WHAT TO DO: Set the data down exactly as it stands, and keep its pictures out.

─── DATA FOR THIS EXERCISE

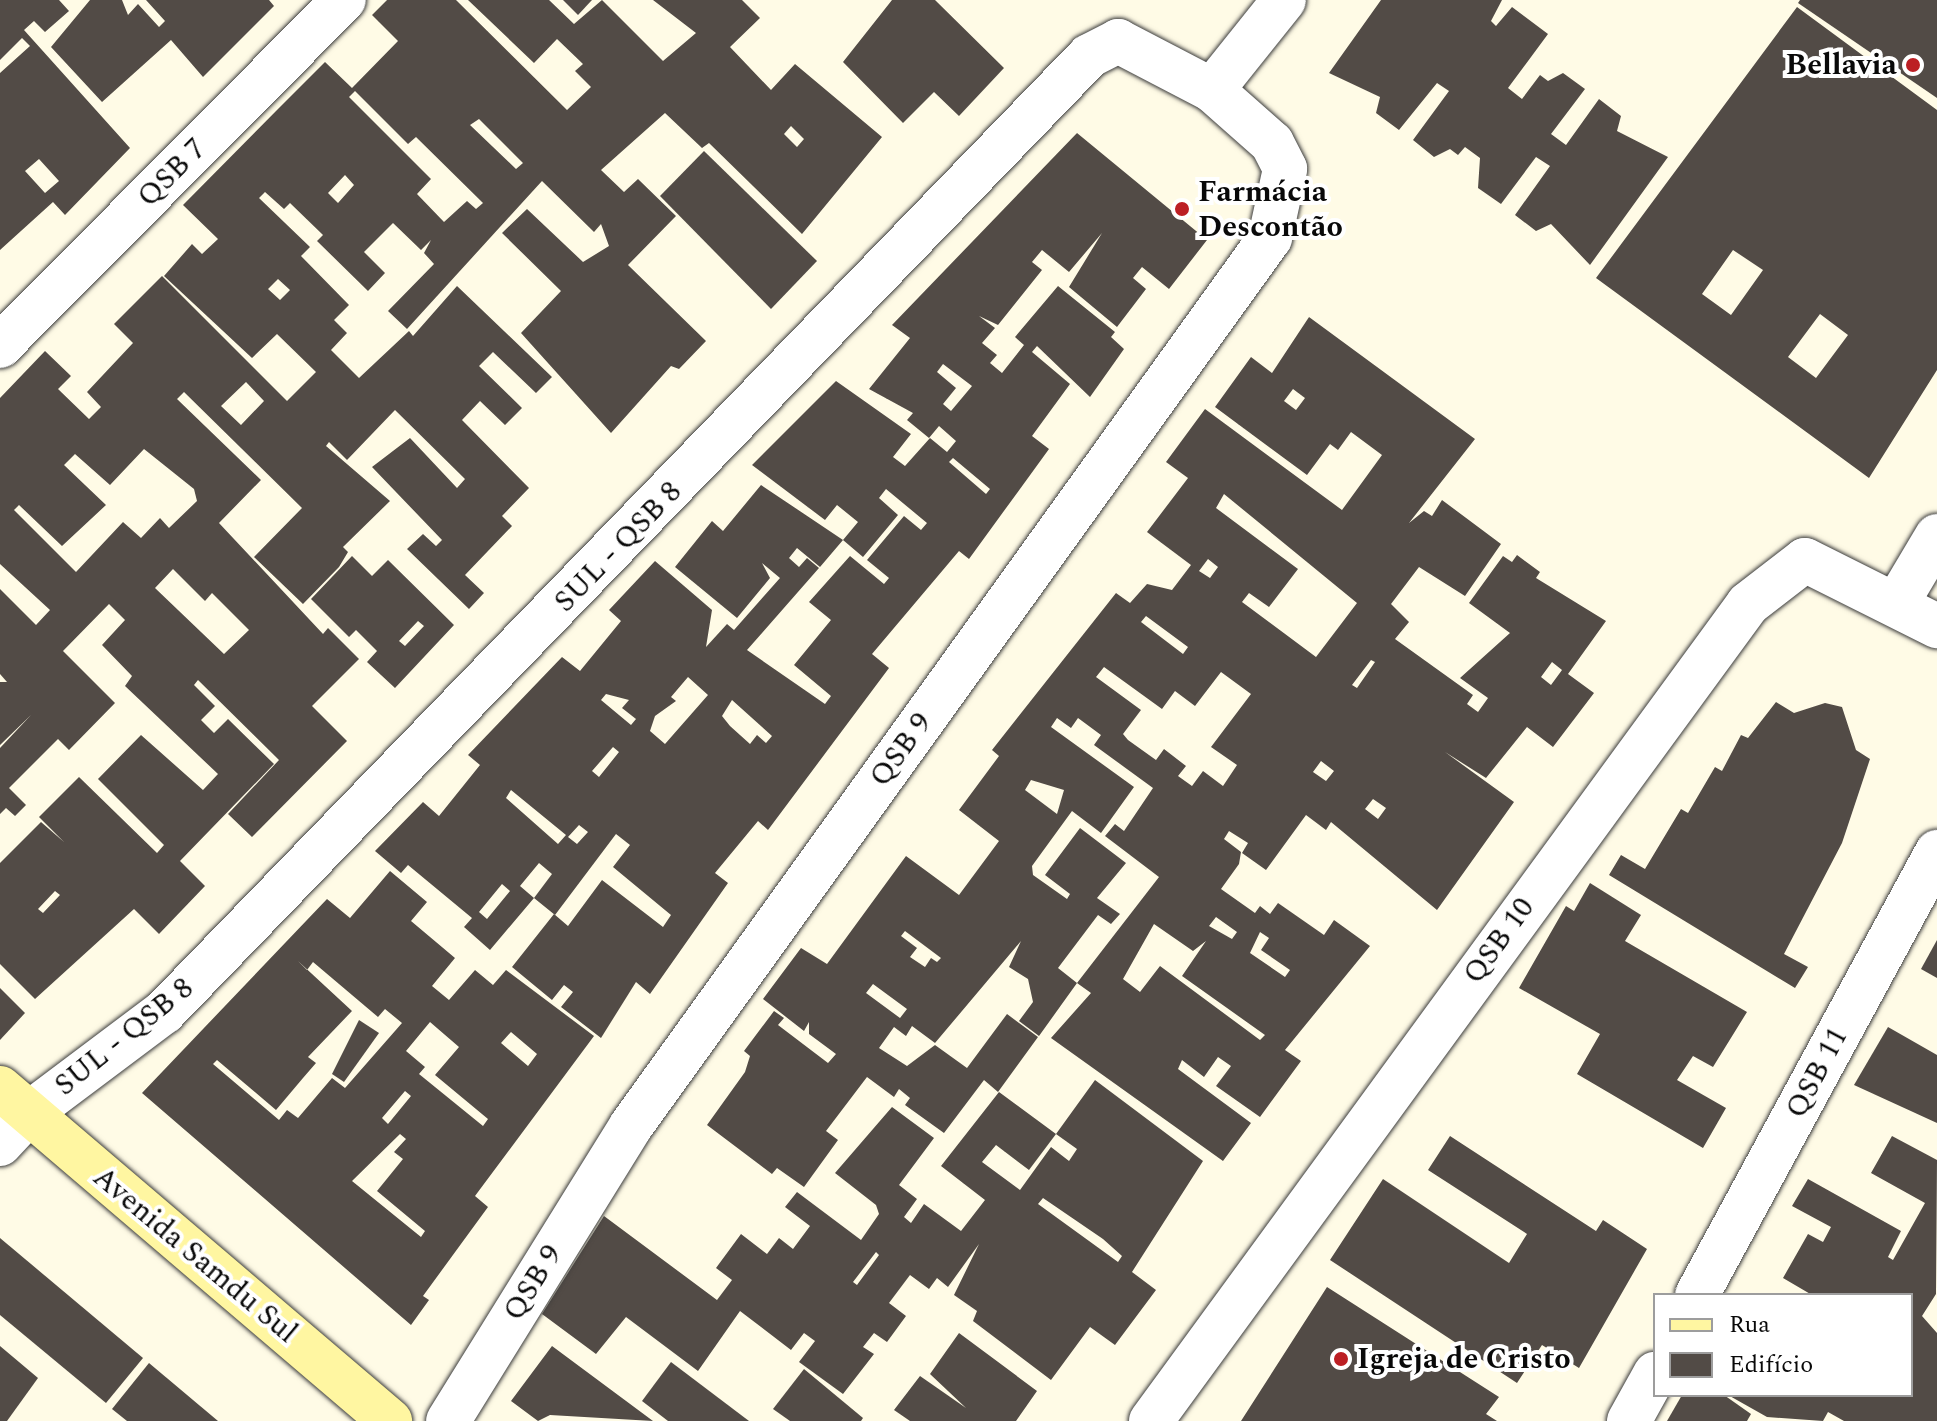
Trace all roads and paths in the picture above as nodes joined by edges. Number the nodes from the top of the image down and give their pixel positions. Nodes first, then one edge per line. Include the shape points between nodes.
1 (344, 0) edge
2 (1284, 0) edge
3 (1212, 90) junction
4 (0, 346) edge
5 (1937, 536) edge
6 (1897, 603) junction
7 (1937, 626) edge
8 (1937, 852) edge
9 (9, 1116) edge
10 (1698, 1293) edge
11 (1653, 1378) edge
12 (390, 1421) edge
13 (448, 1421) edge
14 (1151, 1421) edge
15 (1629, 1421) edge

1 - 4 street, QSB 7
2 - 3 street
3 - 9 street, SUL - QSB 8 via 1118,41 1089,56 164,1012
3 - 13 street, QSB 9 via 1272,143 1285,169 1270,238 631,1126
5 - 6 street
6 - 7 street
6 - 14 street, QSB 10 via 1805,560 1748,604
8 - 10 street, QSB 11
9 - 12 main road, Avenida Samdu Sul
11 - 15 street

──────

PROBLEM SOLUTION:
Trace all roads and paths in the picture above as nodes joined by edges. Number the nodes from the top of the image down and give their pixel positions. Nodes first, then one edge per line. Include the shape points between nodes.
1 (344, 0) edge
2 (1284, 0) edge
3 (1212, 90) junction
4 (0, 346) edge
5 (1937, 536) edge
6 (1897, 603) junction
7 (1937, 626) edge
8 (1937, 852) edge
9 (9, 1116) edge
10 (1698, 1293) edge
11 (1653, 1378) edge
12 (390, 1421) edge
13 (448, 1421) edge
14 (1151, 1421) edge
15 (1629, 1421) edge

1 - 4 street, QSB 7
2 - 3 street
3 - 9 street, SUL - QSB 8 via 1118,41 1089,56 164,1012
3 - 13 street, QSB 9 via 1272,143 1285,169 1270,238 631,1126
5 - 6 street
6 - 7 street
6 - 14 street, QSB 10 via 1805,560 1748,604
8 - 10 street, QSB 11
9 - 12 main road, Avenida Samdu Sul
11 - 15 street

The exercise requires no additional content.